■ **Instructions for the task**:
Word for word, repeat the records, leaving every picture behind.

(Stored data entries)
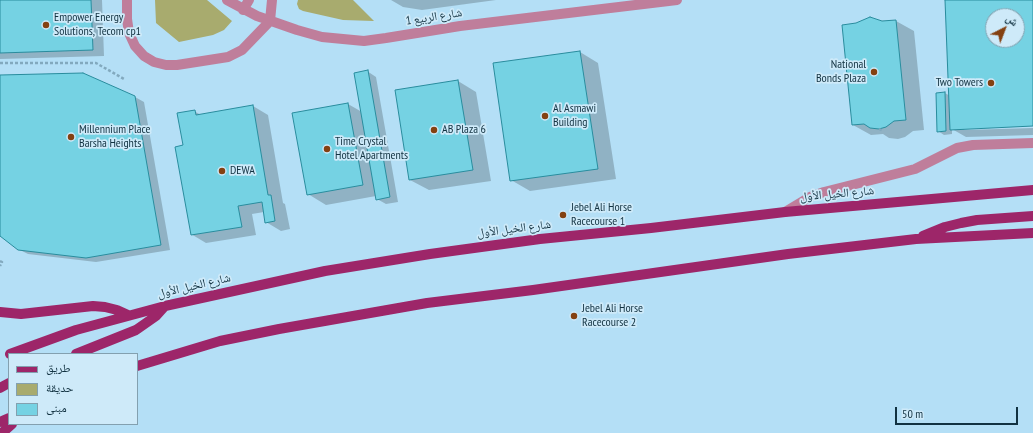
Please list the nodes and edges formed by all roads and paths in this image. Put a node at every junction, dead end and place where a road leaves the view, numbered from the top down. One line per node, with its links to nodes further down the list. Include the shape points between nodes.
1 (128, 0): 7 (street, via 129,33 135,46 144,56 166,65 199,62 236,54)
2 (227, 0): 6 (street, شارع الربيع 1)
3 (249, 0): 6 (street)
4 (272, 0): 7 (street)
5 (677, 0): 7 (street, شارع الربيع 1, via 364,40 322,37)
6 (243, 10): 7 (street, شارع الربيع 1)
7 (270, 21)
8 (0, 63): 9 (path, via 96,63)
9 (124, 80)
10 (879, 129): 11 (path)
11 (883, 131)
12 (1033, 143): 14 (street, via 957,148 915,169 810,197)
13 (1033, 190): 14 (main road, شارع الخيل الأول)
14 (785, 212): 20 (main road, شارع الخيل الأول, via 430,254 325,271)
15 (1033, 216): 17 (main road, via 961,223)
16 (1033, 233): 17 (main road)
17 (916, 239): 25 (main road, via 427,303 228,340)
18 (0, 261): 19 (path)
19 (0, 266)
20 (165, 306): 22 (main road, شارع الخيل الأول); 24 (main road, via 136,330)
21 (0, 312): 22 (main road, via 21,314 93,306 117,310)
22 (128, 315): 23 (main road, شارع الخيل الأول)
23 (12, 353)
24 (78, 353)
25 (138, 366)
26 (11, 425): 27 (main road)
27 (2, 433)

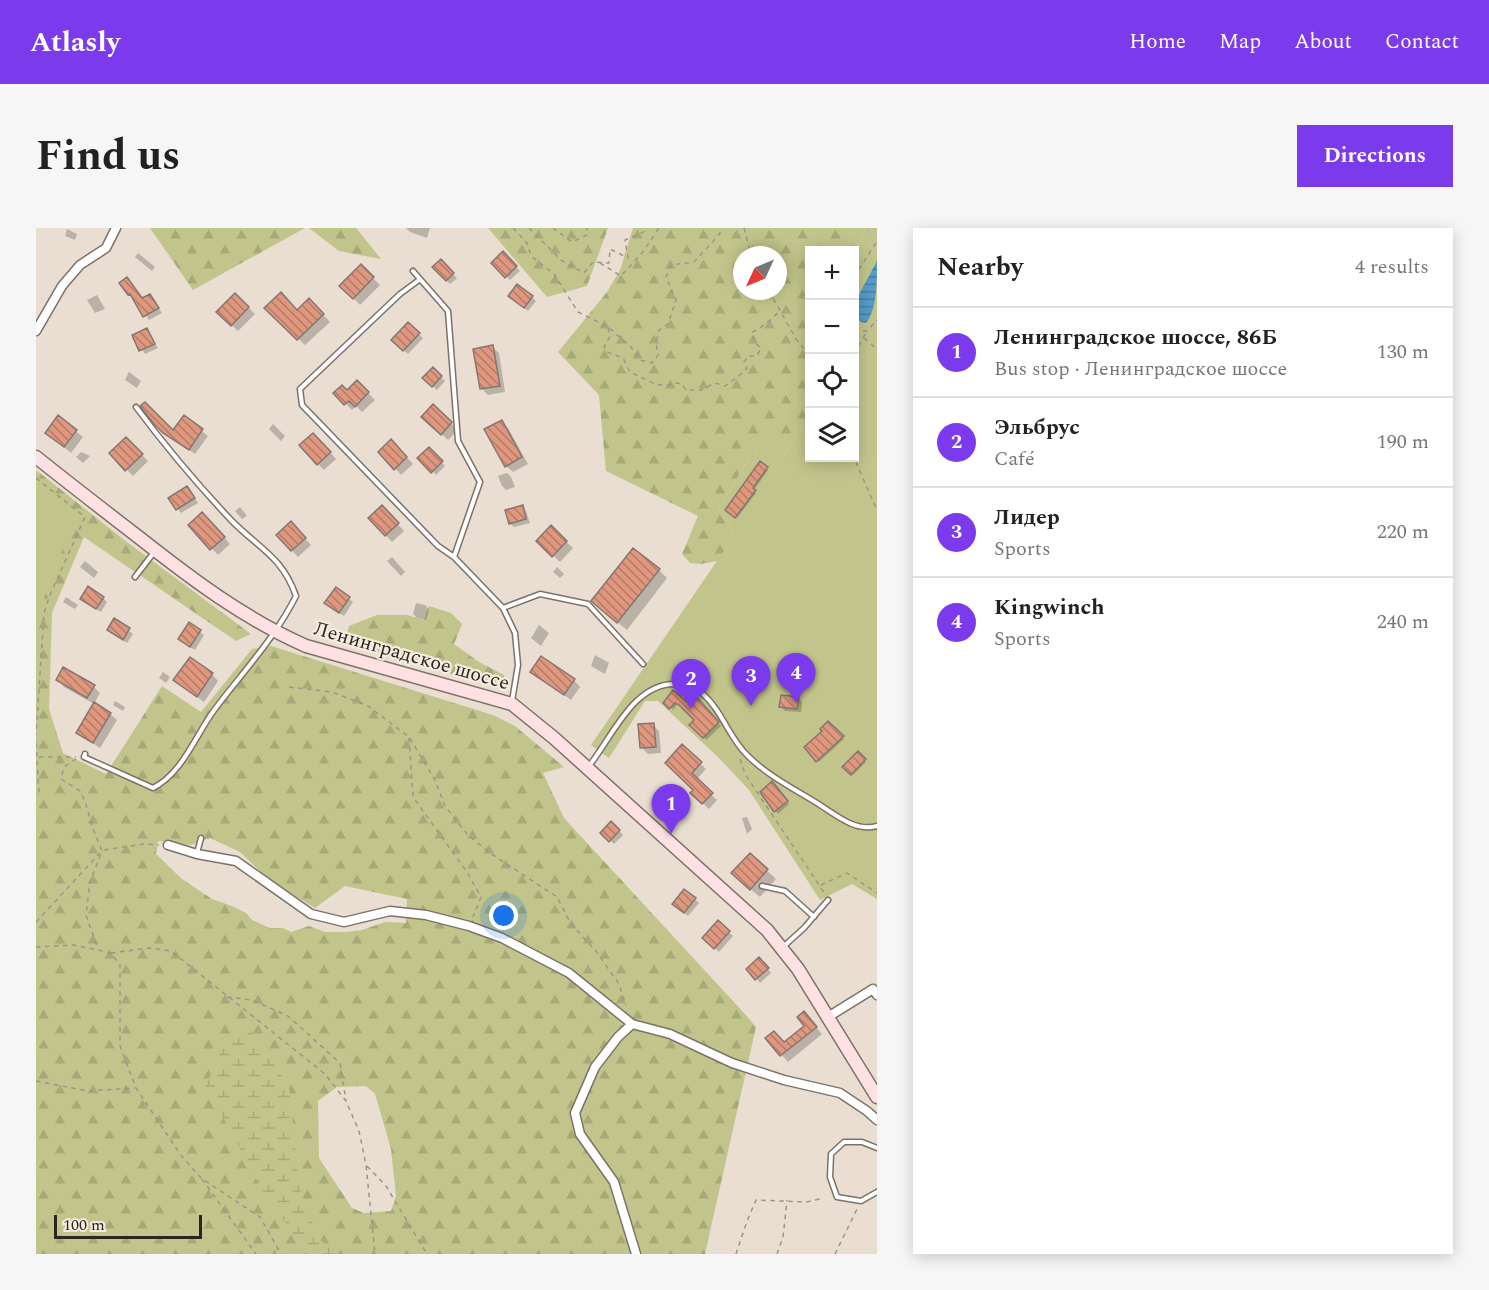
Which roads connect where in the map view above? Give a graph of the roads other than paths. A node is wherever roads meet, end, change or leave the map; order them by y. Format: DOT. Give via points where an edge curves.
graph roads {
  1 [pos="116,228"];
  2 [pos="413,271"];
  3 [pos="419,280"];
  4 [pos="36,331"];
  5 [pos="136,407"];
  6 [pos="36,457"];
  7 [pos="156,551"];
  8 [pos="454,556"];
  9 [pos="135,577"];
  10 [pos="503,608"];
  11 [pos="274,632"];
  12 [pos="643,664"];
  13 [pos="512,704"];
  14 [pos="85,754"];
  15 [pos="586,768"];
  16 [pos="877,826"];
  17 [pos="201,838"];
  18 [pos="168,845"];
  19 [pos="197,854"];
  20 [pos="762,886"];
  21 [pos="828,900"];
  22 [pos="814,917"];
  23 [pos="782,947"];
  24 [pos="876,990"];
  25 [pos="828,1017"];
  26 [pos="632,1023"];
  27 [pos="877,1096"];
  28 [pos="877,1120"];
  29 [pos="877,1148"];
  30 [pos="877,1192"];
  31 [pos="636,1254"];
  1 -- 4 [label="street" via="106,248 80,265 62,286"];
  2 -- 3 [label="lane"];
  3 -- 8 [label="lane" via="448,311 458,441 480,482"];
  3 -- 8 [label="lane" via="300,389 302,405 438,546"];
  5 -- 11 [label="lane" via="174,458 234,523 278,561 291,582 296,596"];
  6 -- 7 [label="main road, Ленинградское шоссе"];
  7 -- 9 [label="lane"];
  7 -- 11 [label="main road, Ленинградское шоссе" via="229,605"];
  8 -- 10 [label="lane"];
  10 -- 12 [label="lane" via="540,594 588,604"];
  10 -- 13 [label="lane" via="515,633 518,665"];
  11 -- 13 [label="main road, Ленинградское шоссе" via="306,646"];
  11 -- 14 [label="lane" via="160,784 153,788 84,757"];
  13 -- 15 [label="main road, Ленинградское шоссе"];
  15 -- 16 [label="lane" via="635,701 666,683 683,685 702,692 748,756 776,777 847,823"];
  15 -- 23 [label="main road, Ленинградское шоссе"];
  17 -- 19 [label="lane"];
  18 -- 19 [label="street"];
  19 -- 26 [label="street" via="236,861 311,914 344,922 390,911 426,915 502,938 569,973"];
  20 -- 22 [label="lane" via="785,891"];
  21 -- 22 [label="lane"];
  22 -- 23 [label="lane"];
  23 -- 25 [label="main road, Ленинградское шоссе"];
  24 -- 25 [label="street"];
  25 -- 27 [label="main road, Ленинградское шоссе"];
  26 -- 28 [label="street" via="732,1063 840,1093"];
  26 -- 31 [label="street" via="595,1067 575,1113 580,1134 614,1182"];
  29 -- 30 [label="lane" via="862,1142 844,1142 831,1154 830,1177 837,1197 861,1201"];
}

■ **Written response**:
Please list the nodes and edges formed by all roads and paths in this image. Put a node at every junction, dead end and place where a road leaves the view, numbered from the top down. One line per node, with its links to nodes further down the list. Include the shape points between nodes.
1 (128, 0): 7 (street, via 129,33 135,46 144,56 166,65 199,62 236,54)
2 (227, 0): 6 (street, شارع الربيع 1)
3 (249, 0): 6 (street)
4 (272, 0): 7 (street)
5 (677, 0): 7 (street, شارع الربيع 1, via 364,40 322,37)
6 (243, 10): 7 (street, شارع الربيع 1)
7 (270, 21)
8 (0, 63): 9 (path, via 96,63)
9 (124, 80)
10 (879, 129): 11 (path)
11 (883, 131)
12 (1033, 143): 14 (street, via 957,148 915,169 810,197)
13 (1033, 190): 14 (main road, شارع الخيل الأول)
14 (785, 212): 20 (main road, شارع الخيل الأول, via 430,254 325,271)
15 (1033, 216): 17 (main road, via 961,223)
16 (1033, 233): 17 (main road)
17 (916, 239): 25 (main road, via 427,303 228,340)
18 (0, 261): 19 (path)
19 (0, 266)
20 (165, 306): 22 (main road, شارع الخيل الأول); 24 (main road, via 136,330)
21 (0, 312): 22 (main road, via 21,314 93,306 117,310)
22 (128, 315): 23 (main road, شارع الخيل الأول)
23 (12, 353)
24 (78, 353)
25 (138, 366)
26 (11, 425): 27 (main road)
27 (2, 433)

Which roads connect where in the map view above? Give a graph of the roads other than paths. A node is wherever roads meet, end, change or leave the map; order them by y. Format: DOT. Give via points where an edge curves.
graph roads {
  1 [pos="116,228"];
  2 [pos="413,271"];
  3 [pos="419,280"];
  4 [pos="36,331"];
  5 [pos="136,407"];
  6 [pos="36,457"];
  7 [pos="156,551"];
  8 [pos="454,556"];
  9 [pos="135,577"];
  10 [pos="503,608"];
  11 [pos="274,632"];
  12 [pos="643,664"];
  13 [pos="512,704"];
  14 [pos="85,754"];
  15 [pos="586,768"];
  16 [pos="877,826"];
  17 [pos="201,838"];
  18 [pos="168,845"];
  19 [pos="197,854"];
  20 [pos="762,886"];
  21 [pos="828,900"];
  22 [pos="814,917"];
  23 [pos="782,947"];
  24 [pos="876,990"];
  25 [pos="828,1017"];
  26 [pos="632,1023"];
  27 [pos="877,1096"];
  28 [pos="877,1120"];
  29 [pos="877,1148"];
  30 [pos="877,1192"];
  31 [pos="636,1254"];
  1 -- 4 [label="street" via="106,248 80,265 62,286"];
  2 -- 3 [label="lane"];
  3 -- 8 [label="lane" via="448,311 458,441 480,482"];
  3 -- 8 [label="lane" via="300,389 302,405 438,546"];
  5 -- 11 [label="lane" via="174,458 234,523 278,561 291,582 296,596"];
  6 -- 7 [label="main road, Ленинградское шоссе"];
  7 -- 9 [label="lane"];
  7 -- 11 [label="main road, Ленинградское шоссе" via="229,605"];
  8 -- 10 [label="lane"];
  10 -- 12 [label="lane" via="540,594 588,604"];
  10 -- 13 [label="lane" via="515,633 518,665"];
  11 -- 13 [label="main road, Ленинградское шоссе" via="306,646"];
  11 -- 14 [label="lane" via="160,784 153,788 84,757"];
  13 -- 15 [label="main road, Ленинградское шоссе"];
  15 -- 16 [label="lane" via="635,701 666,683 683,685 702,692 748,756 776,777 847,823"];
  15 -- 23 [label="main road, Ленинградское шоссе"];
  17 -- 19 [label="lane"];
  18 -- 19 [label="street"];
  19 -- 26 [label="street" via="236,861 311,914 344,922 390,911 426,915 502,938 569,973"];
  20 -- 22 [label="lane" via="785,891"];
  21 -- 22 [label="lane"];
  22 -- 23 [label="lane"];
  23 -- 25 [label="main road, Ленинградское шоссе"];
  24 -- 25 [label="street"];
  25 -- 27 [label="main road, Ленинградское шоссе"];
  26 -- 28 [label="street" via="732,1063 840,1093"];
  26 -- 31 [label="street" via="595,1067 575,1113 580,1134 614,1182"];
  29 -- 30 [label="lane" via="862,1142 844,1142 831,1154 830,1177 837,1197 861,1201"];
}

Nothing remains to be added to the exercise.